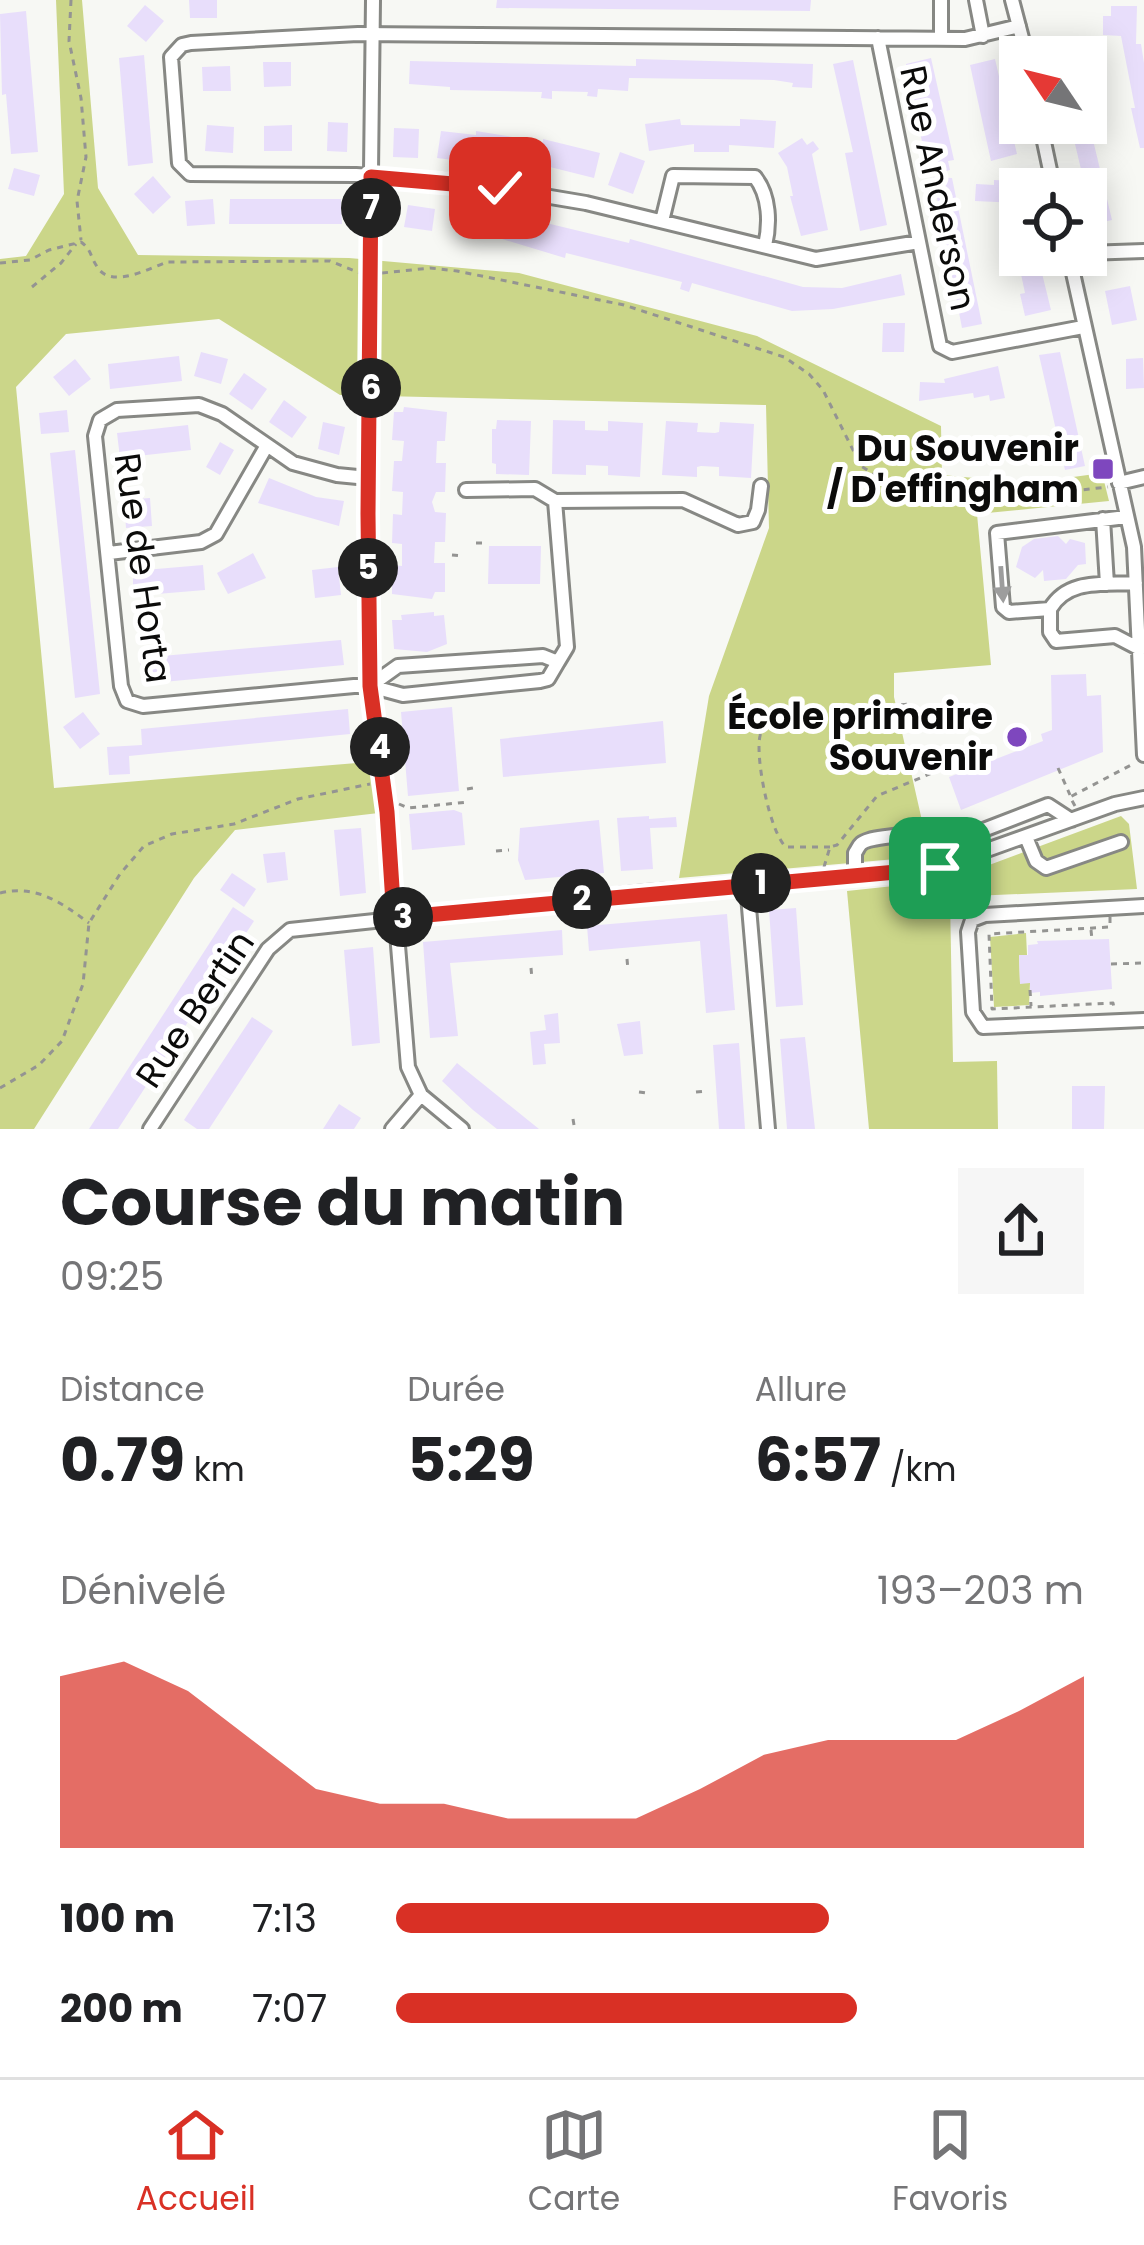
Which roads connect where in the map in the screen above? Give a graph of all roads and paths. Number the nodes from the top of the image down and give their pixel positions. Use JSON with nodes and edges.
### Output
{"nodes":[{"id":1,"x":71,"y":0,"type":"edge"},
{"id":2,"x":373,"y":0,"type":"edge"},
{"id":3,"x":941,"y":0,"type":"edge"},
{"id":4,"x":976,"y":0,"type":"edge"},
{"id":5,"x":1012,"y":0,"type":"edge"},
{"id":6,"x":1019,"y":26,"type":"junction"},
{"id":7,"x":373,"y":35,"type":"junction"},
{"id":8,"x":983,"y":36,"type":"junction"},
{"id":9,"x":1022,"y":36,"type":"edge"},
{"id":10,"x":878,"y":38,"type":"junction"},
{"id":11,"x":941,"y":38,"type":"junction"},
{"id":12,"x":371,"y":177,"type":"junction"},
{"id":13,"x":662,"y":221,"type":"junction"},
{"id":14,"x":79,"y":242,"type":"junction"},
{"id":15,"x":919,"y":242,"type":"junction"},
{"id":16,"x":765,"y":247,"type":"junction"},
{"id":17,"x":1144,"y":251,"type":"edge"},
{"id":18,"x":1107,"y":253,"type":"edge"},
{"id":19,"x":0,"y":263,"type":"edge"},
{"id":20,"x":365,"y":272,"type":"dead end"},
{"id":21,"x":378,"y":273,"type":"dead end"},
{"id":22,"x":1074,"y":276,"type":"edge"},
{"id":23,"x":32,"y":287,"type":"dead end"},
{"id":24,"x":1083,"y":327,"type":"junction"},
{"id":25,"x":266,"y":447,"type":"junction"},
{"id":26,"x":1144,"y":477,"type":"edge"},
{"id":27,"x":368,"y":478,"type":"junction"},
{"id":28,"x":1113,"y":485,"type":"junction"},
{"id":29,"x":761,"y":486,"type":"dead end"},
{"id":30,"x":466,"y":490,"type":"dead end"},
{"id":31,"x":555,"y":501,"type":"junction"},
{"id":32,"x":1126,"y":517,"type":"junction"},
{"id":33,"x":1103,"y":518,"type":"junction"},
{"id":34,"x":538,"y":522,"type":"dead end"},
{"id":35,"x":556,"y":523,"type":"junction"},
{"id":36,"x":476,"y":543,"type":"dead end"},
{"id":37,"x":488,"y":543,"type":"dead end"},
{"id":38,"x":109,"y":553,"type":"junction"},
{"id":39,"x":452,"y":555,"type":"dead end"},
{"id":40,"x":463,"y":556,"type":"dead end"},
{"id":41,"x":1136,"y":583,"type":"junction"},
{"id":42,"x":1106,"y":584,"type":"junction"},
{"id":43,"x":1050,"y":609,"type":"junction"},
{"id":44,"x":1139,"y":649,"type":"junction"},
{"id":45,"x":469,"y":660,"type":"junction"},
{"id":46,"x":558,"y":662,"type":"junction"},
{"id":47,"x":370,"y":686,"type":"junction"},
{"id":48,"x":474,"y":689,"type":"junction"},
{"id":49,"x":909,"y":704,"type":"dead end"},
{"id":50,"x":1139,"y":760,"type":"edge"},
{"id":51,"x":1058,"y":768,"type":"dead end"},
{"id":52,"x":932,"y":773,"type":"dead end"},
{"id":53,"x":371,"y":784,"type":"dead end"},
{"id":54,"x":478,"y":788,"type":"dead end"},
{"id":55,"x":467,"y":789,"type":"dead end"},
{"id":56,"x":1070,"y":797,"type":"junction"},
{"id":57,"x":1144,"y":798,"type":"edge"},
{"id":58,"x":468,"y":802,"type":"dead end"},
{"id":59,"x":397,"y":803,"type":"dead end"},
{"id":60,"x":408,"y":808,"type":"junction"},
{"id":61,"x":398,"y":811,"type":"dead end"},
{"id":62,"x":1074,"y":813,"type":"junction"},
{"id":63,"x":1026,"y":837,"type":"junction"},
{"id":64,"x":959,"y":839,"type":"junction"},
{"id":65,"x":1121,"y":842,"type":"dead end"},
{"id":66,"x":830,"y":847,"type":"junction"},
{"id":67,"x":509,"y":850,"type":"dead end"},
{"id":68,"x":496,"y":851,"type":"dead end"},
{"id":69,"x":966,"y":859,"type":"junction"},
{"id":70,"x":824,"y":867,"type":"dead end"},
{"id":71,"x":855,"y":875,"type":"junction"},
{"id":72,"x":747,"y":884,"type":"junction"},
{"id":73,"x":0,"y":893,"type":"edge"},
{"id":74,"x":1144,"y":906,"type":"edge"},
{"id":75,"x":394,"y":918,"type":"junction"},
{"id":76,"x":89,"y":923,"type":"junction"},
{"id":77,"x":1110,"y":927,"type":"dead end"},
{"id":78,"x":1091,"y":928,"type":"junction"},
{"id":79,"x":1058,"y":930,"type":"junction"},
{"id":80,"x":1028,"y":931,"type":"junction"},
{"id":81,"x":1058,"y":940,"type":"dead end"},
{"id":82,"x":1092,"y":940,"type":"dead end"},
{"id":83,"x":1028,"y":945,"type":"dead end"},
{"id":84,"x":627,"y":959,"type":"dead end"},
{"id":85,"x":1143,"y":962,"type":"edge"},
{"id":86,"x":1111,"y":964,"type":"dead end"},
{"id":87,"x":531,"y":968,"type":"dead end"},
{"id":88,"x":628,"y":970,"type":"dead end"},
{"id":89,"x":532,"y":979,"type":"dead end"},
{"id":90,"x":1030,"y":990,"type":"dead end"},
{"id":91,"x":1060,"y":995,"type":"dead end"},
{"id":92,"x":1051,"y":996,"type":"dead end"},
{"id":93,"x":1113,"y":1003,"type":"dead end"},
{"id":94,"x":1061,"y":1005,"type":"junction"},
{"id":95,"x":1051,"y":1006,"type":"junction"},
{"id":96,"x":1031,"y":1007,"type":"junction"},
{"id":97,"x":1144,"y":1020,"type":"edge"},
{"id":98,"x":0,"y":1088,"type":"edge"},
{"id":99,"x":706,"y":1091,"type":"dead end"},
{"id":100,"x":639,"y":1092,"type":"dead end"},
{"id":101,"x":696,"y":1092,"type":"dead end"},
{"id":102,"x":646,"y":1094,"type":"dead end"},
{"id":103,"x":421,"y":1095,"type":"junction"},
{"id":104,"x":150,"y":1129,"type":"edge"},
{"id":105,"x":392,"y":1129,"type":"edge"},
{"id":106,"x":462,"y":1129,"type":"edge"},
{"id":107,"x":768,"y":1129,"type":"edge"}],
"edges":[{"from":1,"to":14,"type":"path"},
{"from":2,"to":7,"type":"street"},
{"from":3,"to":11,"type":"street"},
{"from":4,"to":8,"type":"street"},
{"from":5,"to":6,"type":"street"},
{"from":6,"to":8,"type":"street"},
{"from":6,"to":9,"type":"street"},
{"from":7,"to":10,"type":"street"},
{"from":7,"to":12,"type":"street"},
{"from":7,"to":12,"type":"street"},
{"from":8,"to":11,"type":"street"},
{"from":10,"to":11,"type":"street"},
{"from":10,"to":15,"type":"street","name":"Rue Anderson"},
{"from":12,"to":13,"type":"street"},
{"from":12,"to":27,"type":"street"},
{"from":13,"to":16,"type":"street"},
{"from":13,"to":16,"type":"street"},
{"from":14,"to":19,"type":"path"},
{"from":14,"to":20,"type":"path"},
{"from":14,"to":23,"type":"path"},
{"from":15,"to":16,"type":"street"},
{"from":15,"to":24,"type":"street","name":"Rue Anderson"},
{"from":17,"to":18,"type":"street"},
{"from":21,"to":28,"type":"path"},
{"from":22,"to":24,"type":"street"},
{"from":24,"to":28,"type":"street"},
{"from":25,"to":27,"type":"street","name":"Rue de Horta"},
{"from":25,"to":38,"type":"street"},
{"from":25,"to":38,"type":"street","name":"Rue de Horta"},
{"from":26,"to":28,"type":"street"},
{"from":27,"to":47,"type":"street"},
{"from":28,"to":32,"type":"street"},
{"from":29,"to":31,"type":"street"},
{"from":30,"to":31,"type":"street"},
{"from":31,"to":35,"type":"street"},
{"from":32,"to":33,"type":"street"},
{"from":32,"to":41,"type":"street"},
{"from":33,"to":42,"type":"street"},
{"from":33,"to":43,"type":"street","one_way":true},
{"from":34,"to":35,"type":"street"},
{"from":35,"to":46,"type":"street"},
{"from":36,"to":37,"type":"path"},
{"from":38,"to":47,"type":"street","name":"Rue de Horta"},
{"from":39,"to":40,"type":"path"},
{"from":41,"to":42,"type":"street"},
{"from":41,"to":44,"type":"street"},
{"from":42,"to":43,"type":"street"},
{"from":43,"to":44,"type":"street"},
{"from":44,"to":50,"type":"street"},
{"from":45,"to":46,"type":"street"},
{"from":45,"to":47,"type":"street"},
{"from":45,"to":48,"type":"street"},
{"from":46,"to":48,"type":"street"},
{"from":47,"to":48,"type":"street"},
{"from":47,"to":75,"type":"street"},
{"from":49,"to":66,"type":"path"},
{"from":50,"to":56,"type":"path"},
{"from":51,"to":56,"type":"path"},
{"from":52,"to":66,"type":"path"},
{"from":53,"to":76,"type":"path"},
{"from":54,"to":55,"type":"path"},
{"from":56,"to":62,"type":"path"},
{"from":57,"to":62,"type":"street","name":"Rue Bertin"},
{"from":58,"to":60,"type":"path"},
{"from":59,"to":60,"type":"path"},
{"from":60,"to":61,"type":"path"},
{"from":62,"to":63,"type":"street","name":"Rue Bertin"},
{"from":62,"to":64,"type":"street"},
{"from":63,"to":65,"type":"street"},
{"from":63,"to":69,"type":"street","name":"Rue Bertin"},
{"from":64,"to":69,"type":"street"},
{"from":64,"to":71,"type":"street"},
{"from":66,"to":70,"type":"path"},
{"from":67,"to":68,"type":"path"},
{"from":69,"to":71,"type":"street","name":"Rue Bertin"},
{"from":71,"to":72,"type":"street","name":"Rue Bertin"},
{"from":72,"to":75,"type":"street","name":"Rue Bertin"},
{"from":72,"to":107,"type":"street"},
{"from":73,"to":76,"type":"path"},
{"from":74,"to":97,"type":"street"},
{"from":75,"to":103,"type":"street"},
{"from":75,"to":104,"type":"street","name":"Rue Bertin"},
{"from":76,"to":98,"type":"path"},
{"from":77,"to":78,"type":"path"},
{"from":78,"to":79,"type":"path"},
{"from":78,"to":82,"type":"path"},
{"from":79,"to":80,"type":"path"},
{"from":79,"to":81,"type":"path"},
{"from":80,"to":83,"type":"path"},
{"from":80,"to":96,"type":"path"},
{"from":84,"to":88,"type":"path"},
{"from":85,"to":86,"type":"path"},
{"from":87,"to":89,"type":"path"},
{"from":90,"to":96,"type":"path"},
{"from":91,"to":94,"type":"path"},
{"from":92,"to":95,"type":"path"},
{"from":93,"to":94,"type":"path"},
{"from":94,"to":95,"type":"path"},
{"from":95,"to":96,"type":"path"},
{"from":99,"to":101,"type":"path"},
{"from":100,"to":102,"type":"path"},
{"from":103,"to":105,"type":"street"},
{"from":103,"to":106,"type":"street"}]}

○ ○ ○

Problem statement
Return every line of the records in which the word "edges" is found.

Reply to the task
Which roads connect where in the map in the screen above? Give a graph of all roads and paths. Number the nodes from the top of the image down and give their pixel positions. Use JSON with nodes and edges.
"edges":[{"from":1,"to":14,"type":"path"},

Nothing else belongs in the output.